Task goal: The pictures stay out. Please retype every line below exactly.

==== Excerpted records ====

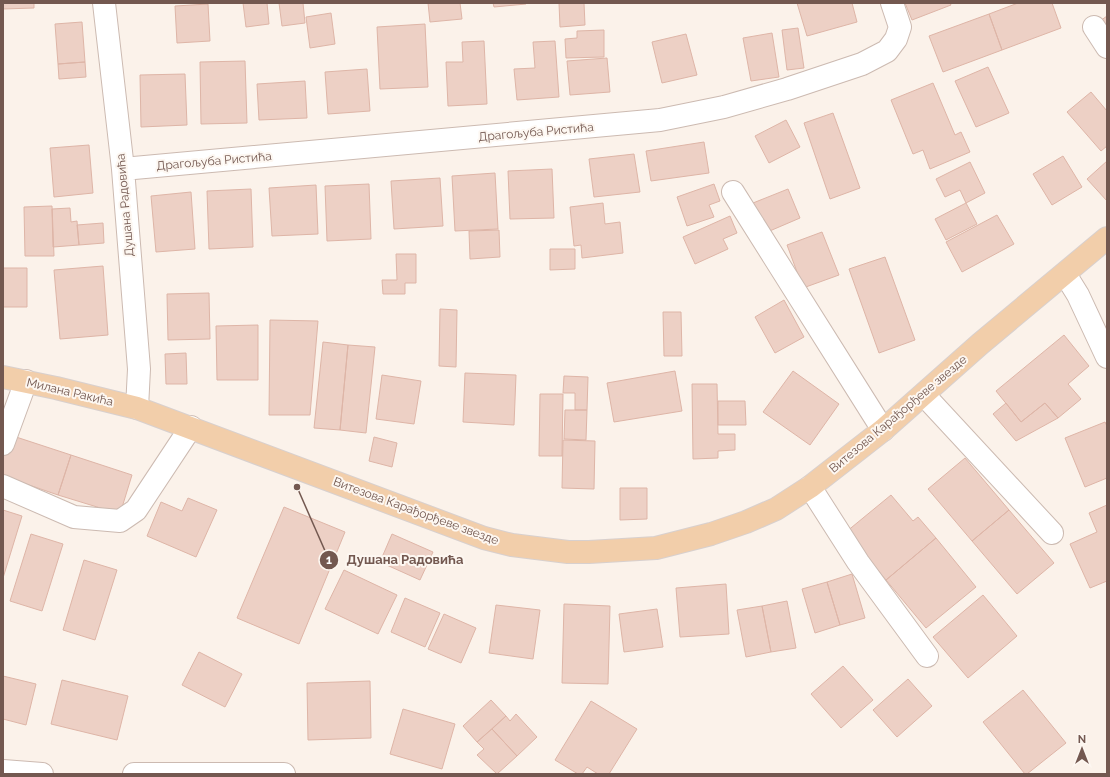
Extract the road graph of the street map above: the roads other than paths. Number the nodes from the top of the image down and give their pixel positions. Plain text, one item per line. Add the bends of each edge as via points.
1 (104, 3) edge
2 (892, 3) edge
3 (1094, 27) dead end
4 (1107, 47) edge
5 (123, 169) junction
6 (733, 192) dead end
7 (1107, 238) edge
8 (1065, 274) junction
9 (1107, 357) edge
10 (3, 377) edge
11 (26, 381) junction
12 (924, 395) junction
13 (138, 408) junction
14 (191, 427) junction
15 (883, 430) junction
16 (3, 444) edge
17 (3, 486) edge
18 (810, 488) junction
19 (1052, 533) dead end
20 (927, 656) dead end
21 (3, 771) edge
22 (42, 774) edge
23 (134, 774) edge
24 (284, 774) edge

1 - 5 street, Душана Радовића
2 - 5 street, Драгољуба Ристића via 900,27 896,39 887,51 862,64 787,89 710,110 660,120
3 - 4 street
5 - 13 street, Душана Радовића via 139,369
6 - 15 street
7 - 8 main road, Витезова Карађорђеве звезде
8 - 9 street via 1078,295
8 - 12 main road, Витезова Карађорђеве звезде via 980,344
10 - 11 main road, Милана Ракића
11 - 13 main road, Милана Ракића
11 - 16 street
12 - 15 main road, Витезова Карађорђеве звезде
12 - 19 street
13 - 14 main road, Витезова Карађорђеве звезде
14 - 17 street via 136,510 120,521 74,517
14 - 18 main road, Витезова Карађорђеве звезде via 484,538 549,551 589,552 656,548 746,522 776,509
15 - 18 main road, Витезова Карађорђеве звезде
18 - 20 street via 858,562
21 - 22 street
23 - 24 street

====

Reply:
Extract the road graph of the street map above: the roads other than paths. Number the nodes from the top of the image down and give their pixel positions. Plain text, one item per line. Add the bends of each edge as via points.
1 (104, 3) edge
2 (892, 3) edge
3 (1094, 27) dead end
4 (1107, 47) edge
5 (123, 169) junction
6 (733, 192) dead end
7 (1107, 238) edge
8 (1065, 274) junction
9 (1107, 357) edge
10 (3, 377) edge
11 (26, 381) junction
12 (924, 395) junction
13 (138, 408) junction
14 (191, 427) junction
15 (883, 430) junction
16 (3, 444) edge
17 (3, 486) edge
18 (810, 488) junction
19 (1052, 533) dead end
20 (927, 656) dead end
21 (3, 771) edge
22 (42, 774) edge
23 (134, 774) edge
24 (284, 774) edge

1 - 5 street, Душана Радовића
2 - 5 street, Драгољуба Ристића via 900,27 896,39 887,51 862,64 787,89 710,110 660,120
3 - 4 street
5 - 13 street, Душана Радовића via 139,369
6 - 15 street
7 - 8 main road, Витезова Карађорђеве звезде
8 - 9 street via 1078,295
8 - 12 main road, Витезова Карађорђеве звезде via 980,344
10 - 11 main road, Милана Ракића
11 - 13 main road, Милана Ракића
11 - 16 street
12 - 15 main road, Витезова Карађорђеве звезде
12 - 19 street
13 - 14 main road, Витезова Карађорђеве звезде
14 - 17 street via 136,510 120,521 74,517
14 - 18 main road, Витезова Карађорђеве звезде via 484,538 549,551 589,552 656,548 746,522 776,509
15 - 18 main road, Витезова Карађорђеве звезде
18 - 20 street via 858,562
21 - 22 street
23 - 24 street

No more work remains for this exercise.